[DIRECTIONS]
Whenever a line in this data holds the word "Palmas", report that line in full.

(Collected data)

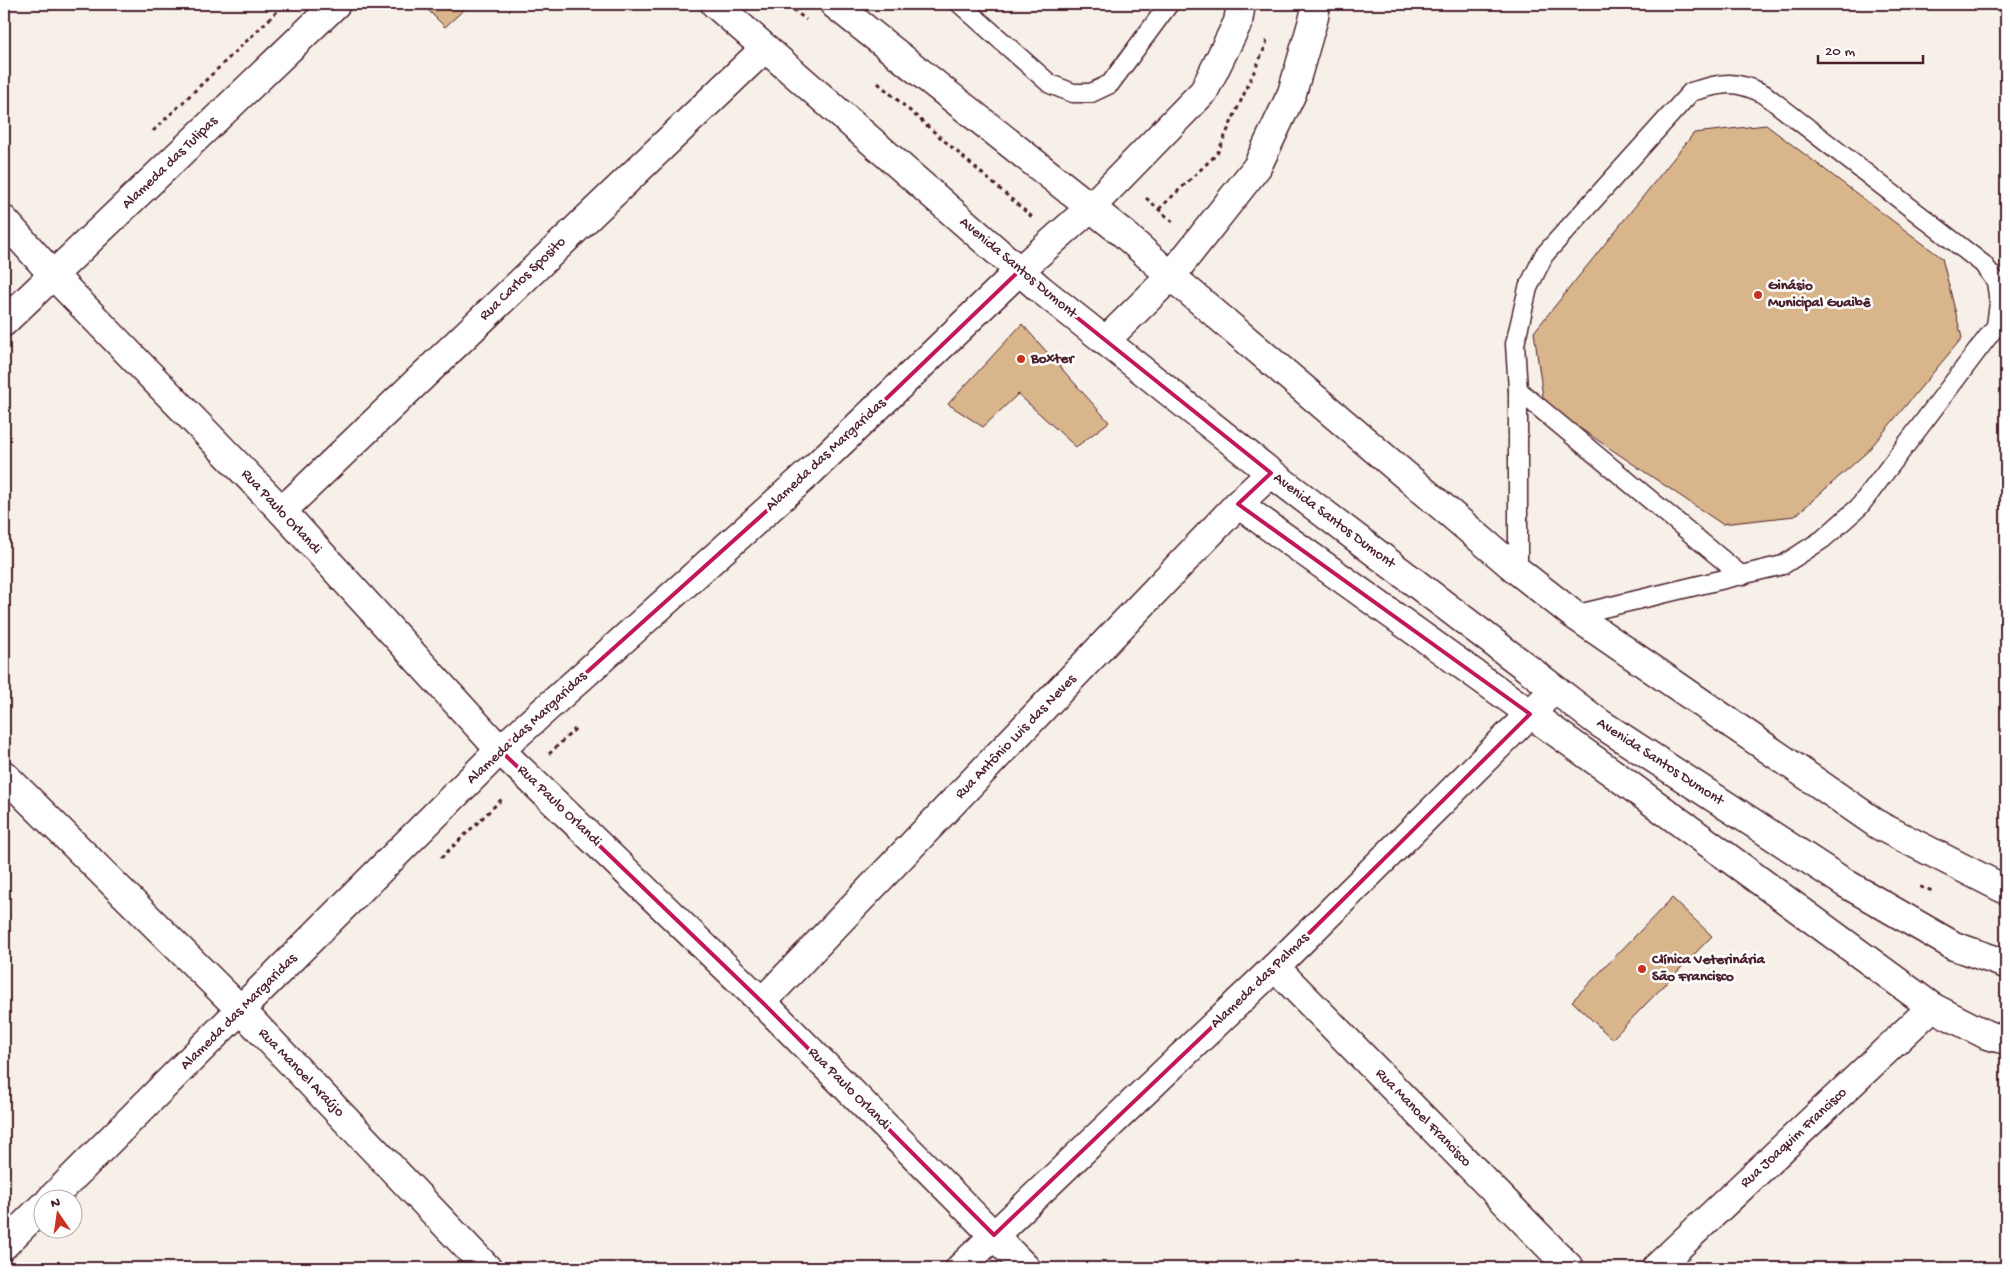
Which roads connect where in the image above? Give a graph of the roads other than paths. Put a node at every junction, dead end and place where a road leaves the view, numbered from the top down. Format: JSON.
{"nodes":[{"id":1,"x":336,"y":4,"type":"edge"},
{"id":2,"x":715,"y":4,"type":"edge"},
{"id":3,"x":834,"y":4,"type":"edge"},
{"id":4,"x":960,"y":4,"type":"edge"},
{"id":5,"x":1169,"y":4,"type":"edge"},
{"id":6,"x":1241,"y":4,"type":"edge"},
{"id":7,"x":1316,"y":4,"type":"edge"},
{"id":8,"x":765,"y":48,"type":"junction"},
{"id":9,"x":1090,"y":208,"type":"junction"},
{"id":10,"x":4,"y":220,"type":"edge"},
{"id":11,"x":1019,"y":270,"type":"junction"},
{"id":12,"x":52,"y":275,"type":"junction"},
{"id":13,"x":1171,"y":276,"type":"junction"},
{"id":14,"x":4,"y":322,"type":"edge"},
{"id":15,"x":1105,"y":341,"type":"junction"},
{"id":16,"x":1518,"y":390,"type":"junction"},
{"id":17,"x":1270,"y":473,"type":"junction"},
{"id":18,"x":1238,"y":504,"type":"junction"},
{"id":19,"x":282,"y":510,"type":"junction"},
{"id":20,"x":1518,"y":571,"type":"junction"},
{"id":21,"x":1742,"y":576,"type":"junction"},
{"id":22,"x":1574,"y":615,"type":"junction"},
{"id":23,"x":1555,"y":688,"type":"junction"},
{"id":24,"x":1530,"y":714,"type":"junction"},
{"id":25,"x":500,"y":750,"type":"junction"},
{"id":26,"x":4,"y":775,"type":"edge"},
{"id":27,"x":2006,"y":890,"type":"edge"},
{"id":28,"x":2006,"y":964,"type":"edge"},
{"id":29,"x":1276,"y":967,"type":"junction"},
{"id":30,"x":762,"y":1002,"type":"junction"},
{"id":31,"x":1932,"y":1007,"type":"junction"},
{"id":32,"x":241,"y":1010,"type":"junction"},
{"id":33,"x":2000,"y":1042,"type":"edge"},
{"id":34,"x":60,"y":1190,"type":"edge"},
{"id":35,"x":32,"y":1217,"type":"edge"},
{"id":36,"x":994,"y":1235,"type":"junction"},
{"id":37,"x":4,"y":1245,"type":"edge"},
{"id":38,"x":487,"y":1268,"type":"edge"},
{"id":39,"x":960,"y":1268,"type":"edge"},
{"id":40,"x":1026,"y":1268,"type":"edge"},
{"id":41,"x":1570,"y":1268,"type":"edge"},
{"id":42,"x":1656,"y":1268,"type":"edge"}],
"edges":[{"from":1,"to":12,"type":"street","name":"Alameda das Tulipas"},
{"from":2,"to":8,"type":"street","name":"Avenida Santos Dumont"},
{"from":3,"to":9,"type":"street"},
{"from":4,"to":5,"type":"lane"},
{"from":6,"to":9,"type":"street","name":"Alameda das Margaridas"},
{"from":7,"to":13,"type":"street"},
{"from":8,"to":11,"type":"street","name":"Avenida Santos Dumont"},
{"from":8,"to":19,"type":"street","name":"Rua Carlos Sposito"},
{"from":9,"to":11,"type":"street","name":"Alameda das Margaridas"},
{"from":9,"to":13,"type":"street"},
{"from":10,"to":12,"type":"street","name":"Rua Paulo Orlandi"},
{"from":11,"to":15,"type":"street","name":"Avenida Santos Dumont"},
{"from":11,"to":25,"type":"street","name":"Alameda das Margaridas"},
{"from":12,"to":14,"type":"street","name":"Alameda das Tulipas"},
{"from":12,"to":19,"type":"street","name":"Rua Paulo Orlandi"},
{"from":13,"to":15,"type":"street"},
{"from":13,"to":20,"type":"street"},
{"from":15,"to":17,"type":"street","name":"Avenida Santos Dumont"},
{"from":16,"to":20,"type":"lane"},
{"from":16,"to":21,"type":"lane"},
{"from":16,"to":21,"type":"lane"},
{"from":17,"to":18,"type":"street","name":"Rua Antônio Luis das Neves"},
{"from":17,"to":23,"type":"street","name":"Avenida Santos Dumont"},
{"from":18,"to":24,"type":"street"},
{"from":18,"to":30,"type":"street","name":"Rua Antônio Luis das Neves"},
{"from":19,"to":25,"type":"street","name":"Rua Paulo Orlandi"},
{"from":20,"to":22,"type":"street"},
{"from":21,"to":22,"type":"lane"},
{"from":22,"to":27,"type":"street"},
{"from":23,"to":24,"type":"street","name":"Alameda das Palmas"},
{"from":23,"to":28,"type":"street","name":"Avenida Santos Dumont"},
{"from":24,"to":29,"type":"street","name":"Alameda das Palmas"},
{"from":24,"to":31,"type":"street"},
{"from":25,"to":30,"type":"street","name":"Rua Paulo Orlandi"},
{"from":25,"to":32,"type":"street","name":"Alameda das Margaridas"},
{"from":26,"to":32,"type":"street","name":"Rua Manoel Araújo"},
{"from":29,"to":36,"type":"street","name":"Alameda das Palmas"},
{"from":29,"to":41,"type":"street","name":"Rua Manoel Francisco"},
{"from":30,"to":36,"type":"street","name":"Rua Paulo Orlandi"},
{"from":31,"to":33,"type":"street"},
{"from":31,"to":42,"type":"street","name":"Rua Joaquim Francisco"},
{"from":32,"to":34,"type":"street","name":"Alameda das Margaridas"},
{"from":32,"to":38,"type":"street","name":"Rua Manoel Araújo"},
{"from":35,"to":37,"type":"street"},
{"from":36,"to":39,"type":"street","name":"Alameda das Palmas"},
{"from":36,"to":40,"type":"street","name":"Rua Paulo Orlandi"}]}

[RESULT FOR THIS TASK]
{"from":23,"to":24,"type":"street","name":"Alameda das Palmas"},
{"from":24,"to":29,"type":"street","name":"Alameda das Palmas"},
{"from":29,"to":36,"type":"street","name":"Alameda das Palmas"},
{"from":36,"to":39,"type":"street","name":"Alameda das Palmas"},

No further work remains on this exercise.